This exercise calls for every record to be returned exactly, with pictures removed.
BEGIN Source records
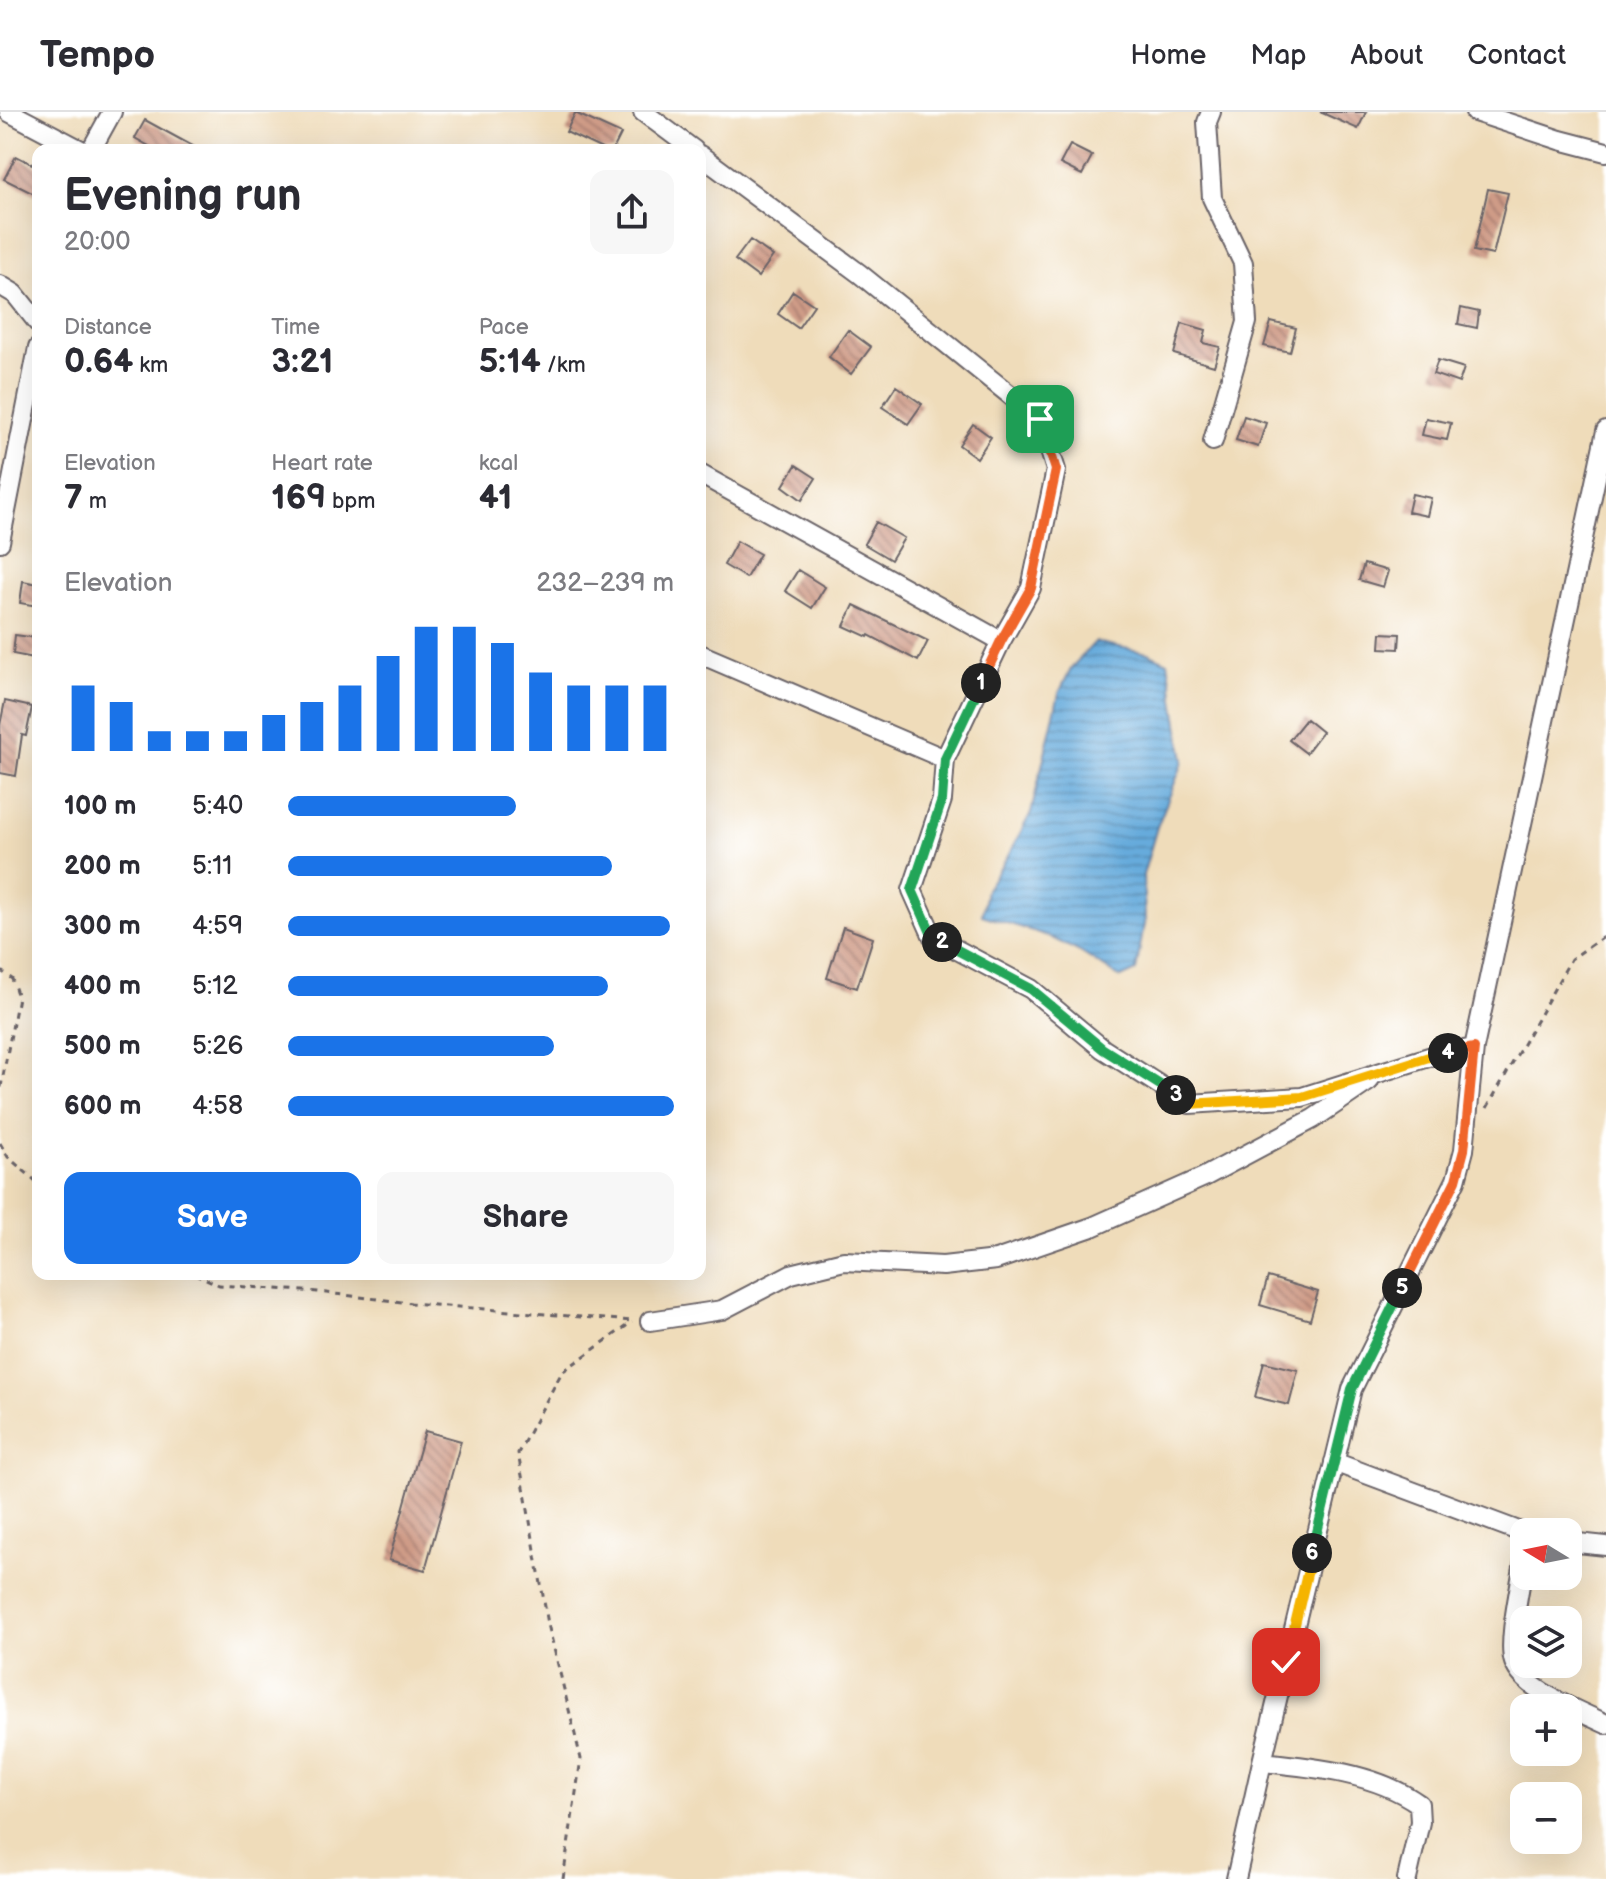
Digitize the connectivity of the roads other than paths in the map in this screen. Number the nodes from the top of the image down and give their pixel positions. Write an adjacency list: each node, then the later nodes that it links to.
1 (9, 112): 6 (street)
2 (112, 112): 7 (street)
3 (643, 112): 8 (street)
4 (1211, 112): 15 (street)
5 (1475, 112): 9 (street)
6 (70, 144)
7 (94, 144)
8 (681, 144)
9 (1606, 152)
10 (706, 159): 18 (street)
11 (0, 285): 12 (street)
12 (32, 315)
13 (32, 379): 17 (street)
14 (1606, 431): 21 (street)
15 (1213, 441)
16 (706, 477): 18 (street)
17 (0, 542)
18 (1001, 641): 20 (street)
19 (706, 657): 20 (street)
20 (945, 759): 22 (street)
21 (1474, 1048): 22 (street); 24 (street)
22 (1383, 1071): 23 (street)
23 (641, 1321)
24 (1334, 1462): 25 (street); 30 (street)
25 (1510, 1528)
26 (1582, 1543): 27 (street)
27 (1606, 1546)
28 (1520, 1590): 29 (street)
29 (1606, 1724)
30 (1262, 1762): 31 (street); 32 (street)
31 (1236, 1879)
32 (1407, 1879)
END Source records
**Task result**
Digitize the connectivity of the roads other than paths in the map in this screen. Number the nodes from the top of the image down and give their pixel positions. Write an adjacency list: each node, then the later nodes that it links to.
1 (9, 112): 6 (street)
2 (112, 112): 7 (street)
3 (643, 112): 8 (street)
4 (1211, 112): 15 (street)
5 (1475, 112): 9 (street)
6 (70, 144)
7 (94, 144)
8 (681, 144)
9 (1606, 152)
10 (706, 159): 18 (street)
11 (0, 285): 12 (street)
12 (32, 315)
13 (32, 379): 17 (street)
14 (1606, 431): 21 (street)
15 (1213, 441)
16 (706, 477): 18 (street)
17 (0, 542)
18 (1001, 641): 20 (street)
19 (706, 657): 20 (street)
20 (945, 759): 22 (street)
21 (1474, 1048): 22 (street); 24 (street)
22 (1383, 1071): 23 (street)
23 (641, 1321)
24 (1334, 1462): 25 (street); 30 (street)
25 (1510, 1528)
26 (1582, 1543): 27 (street)
27 (1606, 1546)
28 (1520, 1590): 29 (street)
29 (1606, 1724)
30 (1262, 1762): 31 (street); 32 (street)
31 (1236, 1879)
32 (1407, 1879)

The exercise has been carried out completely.